Activity:
All lines in the records that carry the string "image" are to be shown.

[Provided data]

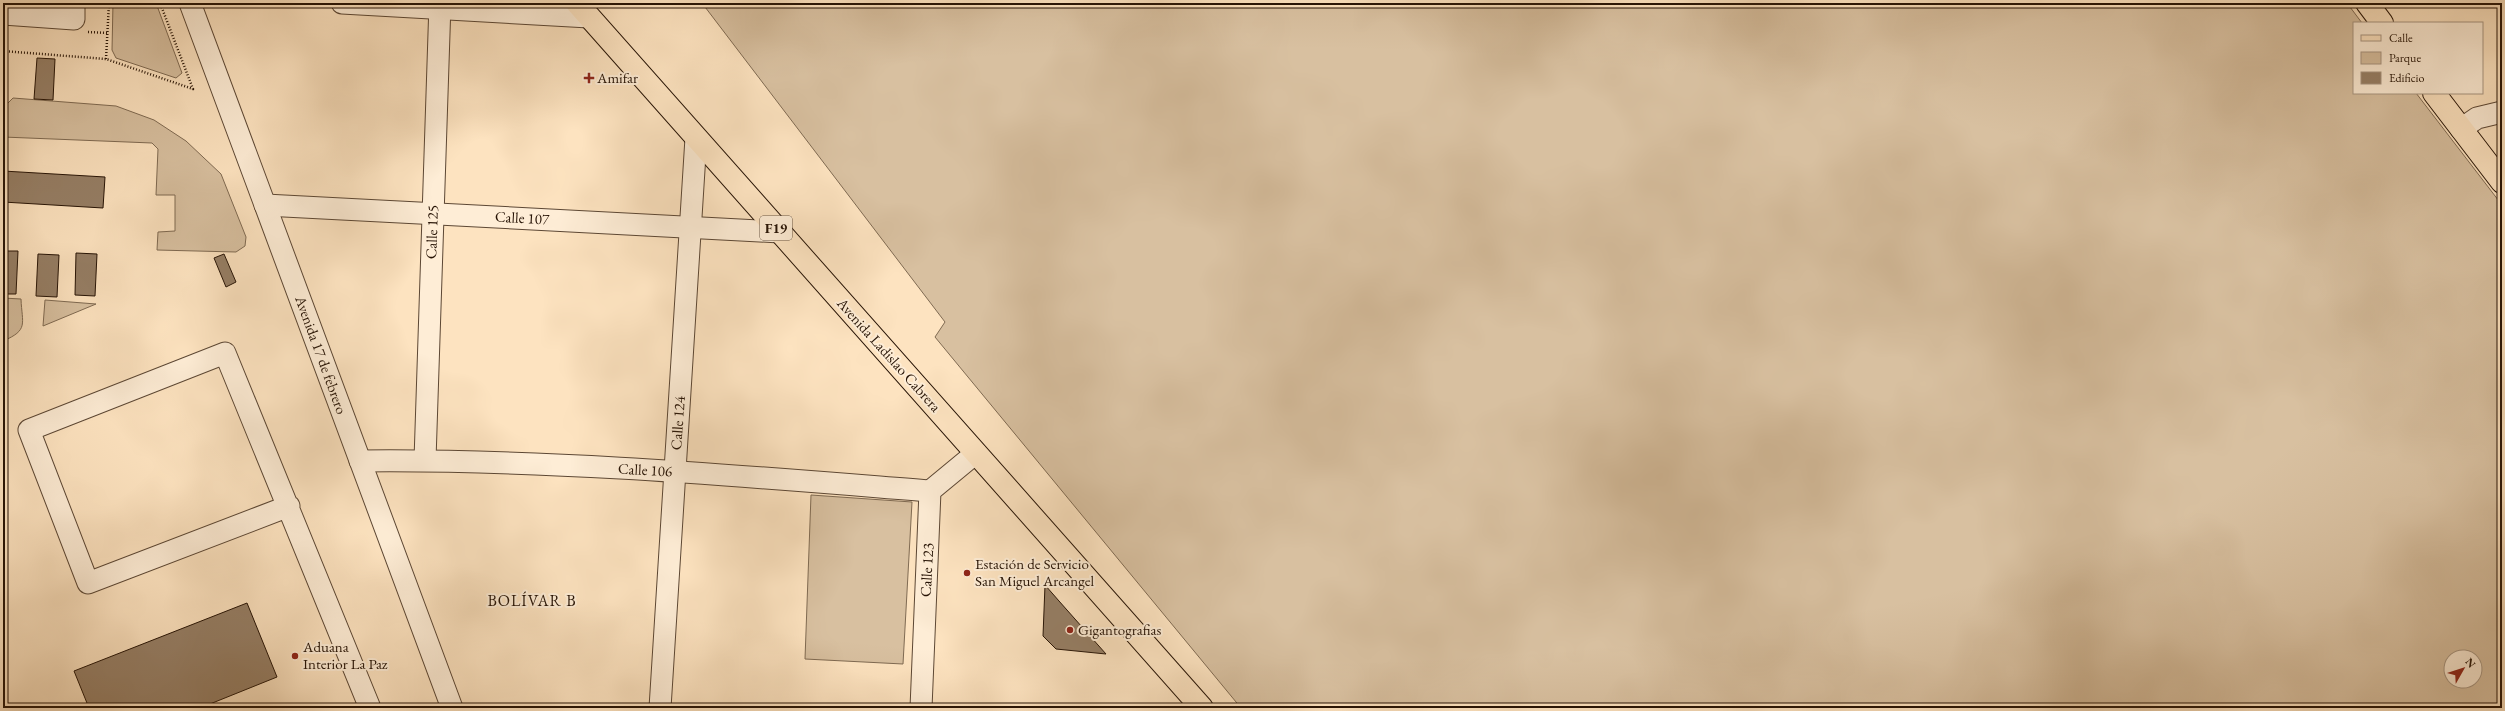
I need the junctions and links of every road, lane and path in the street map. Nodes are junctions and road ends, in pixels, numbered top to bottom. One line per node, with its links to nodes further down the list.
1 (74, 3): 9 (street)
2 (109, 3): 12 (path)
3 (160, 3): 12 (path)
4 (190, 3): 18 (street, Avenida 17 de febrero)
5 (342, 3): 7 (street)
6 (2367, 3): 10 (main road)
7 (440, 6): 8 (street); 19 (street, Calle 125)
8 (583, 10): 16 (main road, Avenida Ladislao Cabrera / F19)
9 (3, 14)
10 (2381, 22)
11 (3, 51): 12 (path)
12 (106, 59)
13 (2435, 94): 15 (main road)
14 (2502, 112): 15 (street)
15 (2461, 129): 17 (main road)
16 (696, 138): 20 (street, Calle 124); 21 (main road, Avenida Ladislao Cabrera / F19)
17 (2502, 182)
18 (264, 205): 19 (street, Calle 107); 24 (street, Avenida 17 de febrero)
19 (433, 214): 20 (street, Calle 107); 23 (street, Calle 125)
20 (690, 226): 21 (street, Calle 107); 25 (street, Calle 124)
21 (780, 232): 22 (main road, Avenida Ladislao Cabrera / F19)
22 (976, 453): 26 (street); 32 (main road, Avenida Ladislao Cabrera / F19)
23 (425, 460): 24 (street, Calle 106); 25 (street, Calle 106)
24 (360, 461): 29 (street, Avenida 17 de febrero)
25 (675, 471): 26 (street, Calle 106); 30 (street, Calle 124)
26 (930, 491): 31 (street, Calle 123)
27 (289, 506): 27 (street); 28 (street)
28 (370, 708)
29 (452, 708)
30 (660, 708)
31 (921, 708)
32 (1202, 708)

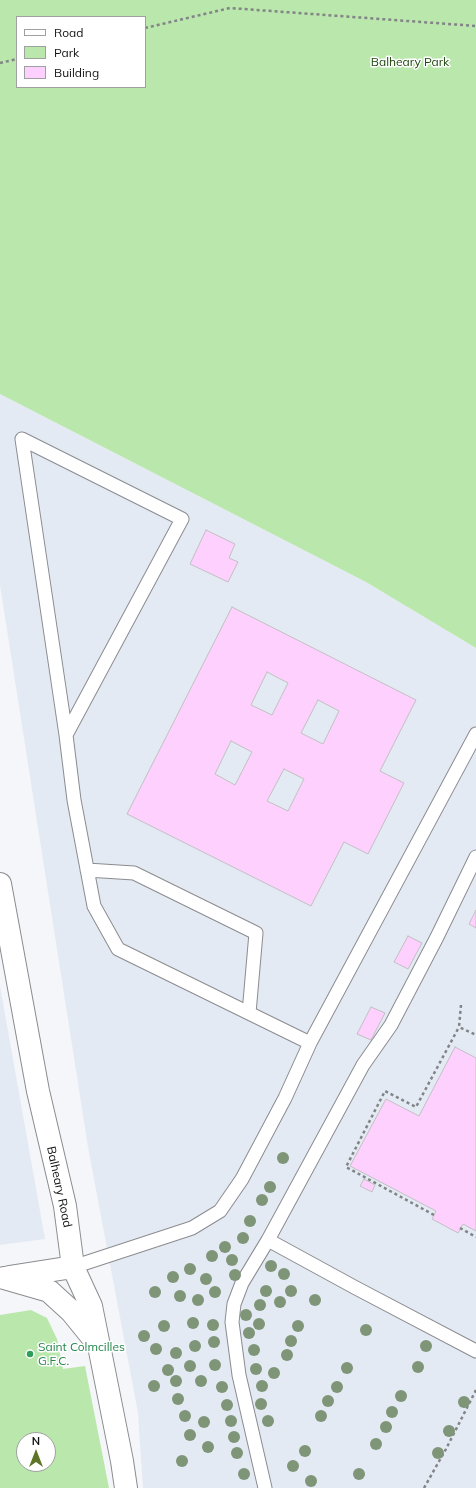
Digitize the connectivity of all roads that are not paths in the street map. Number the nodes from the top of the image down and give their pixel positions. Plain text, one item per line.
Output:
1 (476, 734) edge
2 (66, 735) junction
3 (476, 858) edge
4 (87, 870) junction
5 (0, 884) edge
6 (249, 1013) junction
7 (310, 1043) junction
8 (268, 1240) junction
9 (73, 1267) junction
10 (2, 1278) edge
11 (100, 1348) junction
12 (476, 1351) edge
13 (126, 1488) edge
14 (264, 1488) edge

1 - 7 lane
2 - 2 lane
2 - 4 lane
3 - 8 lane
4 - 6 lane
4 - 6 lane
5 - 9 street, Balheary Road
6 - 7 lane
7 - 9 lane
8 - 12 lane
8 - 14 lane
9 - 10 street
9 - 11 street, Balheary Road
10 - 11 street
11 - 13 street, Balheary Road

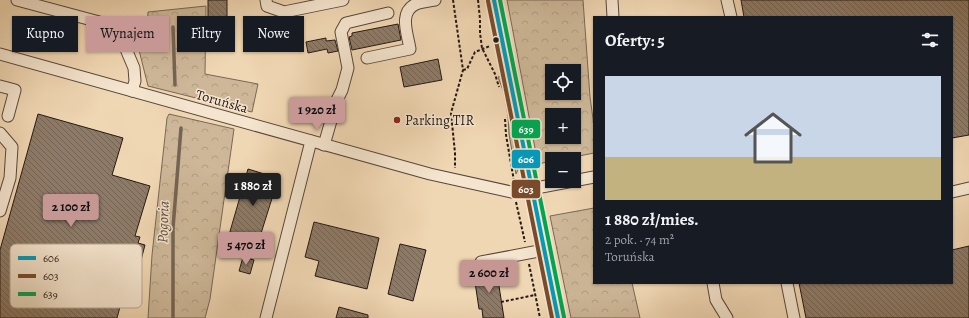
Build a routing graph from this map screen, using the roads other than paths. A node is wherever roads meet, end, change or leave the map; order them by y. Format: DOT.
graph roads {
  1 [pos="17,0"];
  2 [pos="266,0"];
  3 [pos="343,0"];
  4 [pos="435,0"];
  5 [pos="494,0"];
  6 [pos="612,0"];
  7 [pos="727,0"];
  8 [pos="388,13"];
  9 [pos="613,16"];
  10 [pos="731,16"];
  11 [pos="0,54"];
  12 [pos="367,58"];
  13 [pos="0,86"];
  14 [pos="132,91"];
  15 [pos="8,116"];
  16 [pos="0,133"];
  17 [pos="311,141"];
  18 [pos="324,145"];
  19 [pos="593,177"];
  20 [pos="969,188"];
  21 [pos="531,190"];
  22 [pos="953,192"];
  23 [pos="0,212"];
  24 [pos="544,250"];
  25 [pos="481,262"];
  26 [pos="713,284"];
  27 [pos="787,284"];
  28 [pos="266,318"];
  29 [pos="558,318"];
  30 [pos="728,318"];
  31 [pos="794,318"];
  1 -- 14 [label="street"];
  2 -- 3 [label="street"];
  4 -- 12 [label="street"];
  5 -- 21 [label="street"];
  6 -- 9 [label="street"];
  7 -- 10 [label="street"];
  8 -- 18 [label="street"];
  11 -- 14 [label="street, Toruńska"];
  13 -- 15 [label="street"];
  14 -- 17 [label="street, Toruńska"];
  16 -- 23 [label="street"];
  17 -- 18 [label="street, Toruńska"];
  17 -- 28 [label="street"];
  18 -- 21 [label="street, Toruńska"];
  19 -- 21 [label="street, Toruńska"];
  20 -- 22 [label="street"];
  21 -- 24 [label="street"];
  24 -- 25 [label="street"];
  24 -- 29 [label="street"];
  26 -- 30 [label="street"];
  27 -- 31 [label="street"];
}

[/Provided data]
[Provided data]

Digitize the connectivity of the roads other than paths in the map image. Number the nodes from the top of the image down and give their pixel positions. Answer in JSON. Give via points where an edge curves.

[/Provided data]

Result of the task:
Digitize the connectivity of all roads that are not paths in the street map. Number the nodes from the top of the image down and give their pixel positions. Plain text, one item per line.
Digitize the connectivity of the roads other than paths in the map image. Number the nodes from the top of the image down and give their pixel positions. Answer in JSON. Give via points where an edge curves.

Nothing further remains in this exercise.